Securities registered pursuant to Section 12(b) of the Act:
Registrant | Title of each class: | Trading Symbol(s): |
Name of each exchange on which registered: | |||
Duke Energy Corporation | ||||||
Duke Energy Corporation | ||||||
Duke Energy Corporation | each representing a 1/1,000th interest in a share of 5.75% Series A Cumulative Redeemable Perpetual Preferred Stock, par value $0.001 per share |
Item 1.01. Entry into a Material Definitive Agreement.
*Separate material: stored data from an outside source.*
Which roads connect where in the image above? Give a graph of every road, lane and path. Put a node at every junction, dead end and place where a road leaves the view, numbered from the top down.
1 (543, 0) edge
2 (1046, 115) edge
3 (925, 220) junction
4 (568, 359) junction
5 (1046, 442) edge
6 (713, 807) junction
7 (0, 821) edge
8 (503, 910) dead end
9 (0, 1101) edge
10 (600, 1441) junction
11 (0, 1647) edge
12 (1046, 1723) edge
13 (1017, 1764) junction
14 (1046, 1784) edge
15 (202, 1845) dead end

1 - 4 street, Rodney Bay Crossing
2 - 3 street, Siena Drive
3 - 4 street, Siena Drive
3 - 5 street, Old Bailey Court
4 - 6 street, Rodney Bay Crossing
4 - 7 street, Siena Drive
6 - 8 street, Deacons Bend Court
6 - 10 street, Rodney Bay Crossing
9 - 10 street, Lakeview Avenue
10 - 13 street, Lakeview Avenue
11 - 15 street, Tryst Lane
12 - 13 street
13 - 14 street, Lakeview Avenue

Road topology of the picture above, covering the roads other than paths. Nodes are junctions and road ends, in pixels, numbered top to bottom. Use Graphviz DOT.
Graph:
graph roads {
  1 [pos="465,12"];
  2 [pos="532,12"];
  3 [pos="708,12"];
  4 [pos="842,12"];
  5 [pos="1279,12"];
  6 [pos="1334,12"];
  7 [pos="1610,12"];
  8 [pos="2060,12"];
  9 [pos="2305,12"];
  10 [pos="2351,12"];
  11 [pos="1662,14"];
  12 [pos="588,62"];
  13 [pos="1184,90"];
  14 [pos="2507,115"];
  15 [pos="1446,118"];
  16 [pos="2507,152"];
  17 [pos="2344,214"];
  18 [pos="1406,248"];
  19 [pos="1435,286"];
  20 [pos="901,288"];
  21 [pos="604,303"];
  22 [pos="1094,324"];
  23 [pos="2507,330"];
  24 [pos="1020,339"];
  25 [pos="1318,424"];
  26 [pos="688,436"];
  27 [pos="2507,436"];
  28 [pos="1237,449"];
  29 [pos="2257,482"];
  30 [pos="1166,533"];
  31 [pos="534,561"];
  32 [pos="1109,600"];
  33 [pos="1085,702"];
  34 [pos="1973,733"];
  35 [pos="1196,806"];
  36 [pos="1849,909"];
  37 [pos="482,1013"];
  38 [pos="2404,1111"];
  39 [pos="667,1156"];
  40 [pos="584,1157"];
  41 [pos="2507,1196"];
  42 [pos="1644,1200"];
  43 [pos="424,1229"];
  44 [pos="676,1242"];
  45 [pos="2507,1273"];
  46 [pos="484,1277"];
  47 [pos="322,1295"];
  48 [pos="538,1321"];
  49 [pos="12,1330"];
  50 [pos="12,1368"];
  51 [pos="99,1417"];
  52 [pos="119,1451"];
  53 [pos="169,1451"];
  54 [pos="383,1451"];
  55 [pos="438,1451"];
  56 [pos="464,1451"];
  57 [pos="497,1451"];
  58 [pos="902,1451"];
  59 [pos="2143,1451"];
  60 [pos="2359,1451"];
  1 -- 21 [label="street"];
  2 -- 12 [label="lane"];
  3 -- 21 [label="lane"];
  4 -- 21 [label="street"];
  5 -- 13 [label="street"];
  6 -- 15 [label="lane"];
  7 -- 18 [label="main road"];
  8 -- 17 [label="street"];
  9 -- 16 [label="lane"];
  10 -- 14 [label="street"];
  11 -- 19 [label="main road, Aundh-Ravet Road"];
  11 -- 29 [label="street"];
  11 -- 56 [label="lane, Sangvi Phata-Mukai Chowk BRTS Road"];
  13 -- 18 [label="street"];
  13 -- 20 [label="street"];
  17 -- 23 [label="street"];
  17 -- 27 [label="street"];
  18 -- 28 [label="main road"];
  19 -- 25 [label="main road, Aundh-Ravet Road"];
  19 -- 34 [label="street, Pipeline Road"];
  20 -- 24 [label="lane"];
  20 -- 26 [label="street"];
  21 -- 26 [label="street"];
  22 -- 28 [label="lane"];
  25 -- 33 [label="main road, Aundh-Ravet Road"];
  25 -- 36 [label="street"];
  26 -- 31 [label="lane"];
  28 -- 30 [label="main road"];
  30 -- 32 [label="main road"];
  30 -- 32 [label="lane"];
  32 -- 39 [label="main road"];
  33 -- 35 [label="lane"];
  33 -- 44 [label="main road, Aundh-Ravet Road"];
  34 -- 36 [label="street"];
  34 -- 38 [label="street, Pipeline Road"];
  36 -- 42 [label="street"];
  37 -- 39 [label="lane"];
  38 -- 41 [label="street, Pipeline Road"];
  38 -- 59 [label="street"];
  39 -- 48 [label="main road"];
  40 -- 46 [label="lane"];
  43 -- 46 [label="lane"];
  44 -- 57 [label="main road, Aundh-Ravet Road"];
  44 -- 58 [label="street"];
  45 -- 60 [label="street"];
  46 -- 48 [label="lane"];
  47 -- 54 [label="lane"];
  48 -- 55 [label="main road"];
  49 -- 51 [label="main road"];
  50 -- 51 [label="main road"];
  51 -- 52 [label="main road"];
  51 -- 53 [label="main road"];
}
On March 18, 2022, Duke Energy Corporation (the “Corporation”) and its subsidiaries, Duke Energy Carolinas, LLC, Duke Energy Florida, LLC, Duke Energy Indiana, LLC, Duke Energy Kentucky, Inc., Duke Energy Ohio, Inc., Duke Energy Progress, LLC, and Piedmont Natural Gas Company, Inc, entered into an Amended and Restated Credit Agreement (the “Amended and Restated Credit Agreement”), among the Corporation and each of such subsidiaries, as Borrowers, the lenders listed therein, Wells Fargo Bank, National Association, as Administrative Agent and Swingline Lender and Wells Fargo Securities, LLC, as Joint Lead Arranger, Joint Bookrunner and Sustainability Structuring Agent in the amount of $9,000,000,000. The Amended and Restated Credit Agreement amends and restates the $8,000,000,000 Credit Agreement, originally dated as of November 18, 2011 and as amended on December 18, 2013, January 30, 2015, March 16, 2017, March 18, 2019 and March 16, 2022. The credit facility was originally described and filed in the Corporation’s Form 8-K dated November 25, 2011. The Amended and Restated Credit Agreement was entered into primarily to (i) increase the amount of the credit facility from $8,000,000,000 to $9,000,000,000 and (ii) extend the termination date of the credit facility from March 16, 2025 to March 18, 2027. As of March 18, 2022, the Corporation had approximately $6.35 billion available for borrowing under the credit facility, after accounting for outstanding commercial paper, letters of credit and other credit support provided by this facility.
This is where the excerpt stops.